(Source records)
▬▬▬▬▬▬

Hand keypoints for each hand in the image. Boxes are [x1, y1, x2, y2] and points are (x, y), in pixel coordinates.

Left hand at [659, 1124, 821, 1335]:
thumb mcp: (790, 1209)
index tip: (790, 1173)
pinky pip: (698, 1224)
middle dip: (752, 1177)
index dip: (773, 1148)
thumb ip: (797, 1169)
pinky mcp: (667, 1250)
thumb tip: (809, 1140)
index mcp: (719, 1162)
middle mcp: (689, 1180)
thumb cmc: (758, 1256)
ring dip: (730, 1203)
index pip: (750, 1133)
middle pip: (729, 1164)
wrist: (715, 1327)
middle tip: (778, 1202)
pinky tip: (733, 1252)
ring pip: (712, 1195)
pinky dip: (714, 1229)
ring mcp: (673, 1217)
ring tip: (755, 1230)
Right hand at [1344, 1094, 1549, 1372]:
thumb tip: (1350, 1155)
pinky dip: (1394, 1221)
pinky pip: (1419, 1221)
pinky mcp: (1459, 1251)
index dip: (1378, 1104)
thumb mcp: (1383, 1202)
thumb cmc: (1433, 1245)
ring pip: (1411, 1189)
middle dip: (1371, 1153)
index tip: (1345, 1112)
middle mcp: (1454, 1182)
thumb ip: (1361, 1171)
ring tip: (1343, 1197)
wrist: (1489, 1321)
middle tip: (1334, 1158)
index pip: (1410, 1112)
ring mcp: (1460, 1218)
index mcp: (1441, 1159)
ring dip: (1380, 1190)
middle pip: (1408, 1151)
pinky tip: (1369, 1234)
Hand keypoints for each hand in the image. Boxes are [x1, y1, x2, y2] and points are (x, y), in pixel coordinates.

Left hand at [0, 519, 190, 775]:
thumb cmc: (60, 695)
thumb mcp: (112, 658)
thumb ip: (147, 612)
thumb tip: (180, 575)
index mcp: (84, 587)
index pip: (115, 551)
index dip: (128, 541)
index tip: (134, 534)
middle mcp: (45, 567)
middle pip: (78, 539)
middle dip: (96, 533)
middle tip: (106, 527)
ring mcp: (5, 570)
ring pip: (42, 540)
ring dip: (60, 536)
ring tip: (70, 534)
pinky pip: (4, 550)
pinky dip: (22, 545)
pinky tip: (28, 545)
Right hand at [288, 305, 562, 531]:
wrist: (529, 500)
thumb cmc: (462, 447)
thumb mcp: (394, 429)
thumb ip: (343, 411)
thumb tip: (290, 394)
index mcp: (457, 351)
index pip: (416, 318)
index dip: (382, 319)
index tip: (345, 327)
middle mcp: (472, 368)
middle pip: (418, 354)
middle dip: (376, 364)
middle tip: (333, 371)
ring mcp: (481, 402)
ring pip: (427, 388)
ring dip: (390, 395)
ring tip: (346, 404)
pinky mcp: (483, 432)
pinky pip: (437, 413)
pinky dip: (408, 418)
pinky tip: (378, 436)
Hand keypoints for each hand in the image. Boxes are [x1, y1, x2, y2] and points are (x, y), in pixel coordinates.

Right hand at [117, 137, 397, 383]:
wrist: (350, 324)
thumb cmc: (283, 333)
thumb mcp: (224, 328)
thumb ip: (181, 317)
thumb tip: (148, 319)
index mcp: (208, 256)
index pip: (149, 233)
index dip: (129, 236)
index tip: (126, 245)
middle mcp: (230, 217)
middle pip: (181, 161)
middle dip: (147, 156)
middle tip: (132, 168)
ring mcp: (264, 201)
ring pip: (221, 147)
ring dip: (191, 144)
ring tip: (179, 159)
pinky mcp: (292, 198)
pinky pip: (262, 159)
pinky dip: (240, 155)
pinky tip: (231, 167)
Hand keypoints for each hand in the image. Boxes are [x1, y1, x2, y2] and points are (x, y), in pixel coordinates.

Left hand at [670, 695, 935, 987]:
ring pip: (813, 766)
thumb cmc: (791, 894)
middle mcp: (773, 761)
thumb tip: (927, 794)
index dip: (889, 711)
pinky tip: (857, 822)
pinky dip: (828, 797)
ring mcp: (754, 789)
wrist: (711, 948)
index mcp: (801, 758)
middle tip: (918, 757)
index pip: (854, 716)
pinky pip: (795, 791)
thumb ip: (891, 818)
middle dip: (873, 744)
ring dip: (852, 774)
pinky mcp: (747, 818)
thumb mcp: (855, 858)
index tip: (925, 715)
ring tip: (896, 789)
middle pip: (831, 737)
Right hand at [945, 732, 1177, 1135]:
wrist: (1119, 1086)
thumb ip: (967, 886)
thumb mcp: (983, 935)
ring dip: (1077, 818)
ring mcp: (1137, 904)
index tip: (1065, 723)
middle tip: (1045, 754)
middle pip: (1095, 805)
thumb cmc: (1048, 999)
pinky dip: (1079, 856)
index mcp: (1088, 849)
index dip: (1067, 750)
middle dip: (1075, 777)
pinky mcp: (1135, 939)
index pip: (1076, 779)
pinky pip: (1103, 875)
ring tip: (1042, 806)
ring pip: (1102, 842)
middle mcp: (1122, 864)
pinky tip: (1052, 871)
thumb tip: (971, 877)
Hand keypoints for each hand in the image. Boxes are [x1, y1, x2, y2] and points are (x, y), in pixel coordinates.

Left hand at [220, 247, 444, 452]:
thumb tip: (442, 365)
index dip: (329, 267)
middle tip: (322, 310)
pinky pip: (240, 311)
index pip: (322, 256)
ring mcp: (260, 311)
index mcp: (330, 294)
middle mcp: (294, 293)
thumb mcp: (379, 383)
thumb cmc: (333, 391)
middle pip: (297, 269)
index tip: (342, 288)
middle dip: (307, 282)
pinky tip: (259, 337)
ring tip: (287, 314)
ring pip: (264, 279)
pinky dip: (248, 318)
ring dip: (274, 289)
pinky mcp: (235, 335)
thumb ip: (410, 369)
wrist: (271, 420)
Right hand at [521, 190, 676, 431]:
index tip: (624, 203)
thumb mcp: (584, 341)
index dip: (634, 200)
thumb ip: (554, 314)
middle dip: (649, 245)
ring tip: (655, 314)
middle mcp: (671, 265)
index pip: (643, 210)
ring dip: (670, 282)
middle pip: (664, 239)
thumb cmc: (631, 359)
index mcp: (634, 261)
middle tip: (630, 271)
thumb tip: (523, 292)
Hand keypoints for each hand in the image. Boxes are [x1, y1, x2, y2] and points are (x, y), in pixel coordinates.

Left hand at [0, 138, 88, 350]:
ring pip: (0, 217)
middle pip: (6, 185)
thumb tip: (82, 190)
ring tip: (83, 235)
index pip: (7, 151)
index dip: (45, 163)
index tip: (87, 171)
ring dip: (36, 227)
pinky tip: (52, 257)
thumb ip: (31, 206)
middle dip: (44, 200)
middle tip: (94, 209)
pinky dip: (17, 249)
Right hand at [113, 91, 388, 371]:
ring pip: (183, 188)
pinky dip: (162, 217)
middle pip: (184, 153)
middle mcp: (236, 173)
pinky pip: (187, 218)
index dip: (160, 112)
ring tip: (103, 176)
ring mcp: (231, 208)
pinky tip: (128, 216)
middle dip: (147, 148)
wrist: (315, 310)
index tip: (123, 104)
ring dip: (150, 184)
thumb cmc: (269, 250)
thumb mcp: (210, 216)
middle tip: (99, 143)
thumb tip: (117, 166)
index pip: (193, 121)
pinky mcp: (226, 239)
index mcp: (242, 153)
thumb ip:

▬▬▬▬▬▬

**Your instructions**
Pick out, from the lines above, every one that contains the string "Left".

**Solution for this problem**
Left hand at [659, 1124, 821, 1335]:
Left hand at [0, 519, 190, 775]:
Left hand at [670, 695, 935, 987]:
Left hand at [220, 247, 444, 452]:
Left hand at [0, 138, 88, 350]:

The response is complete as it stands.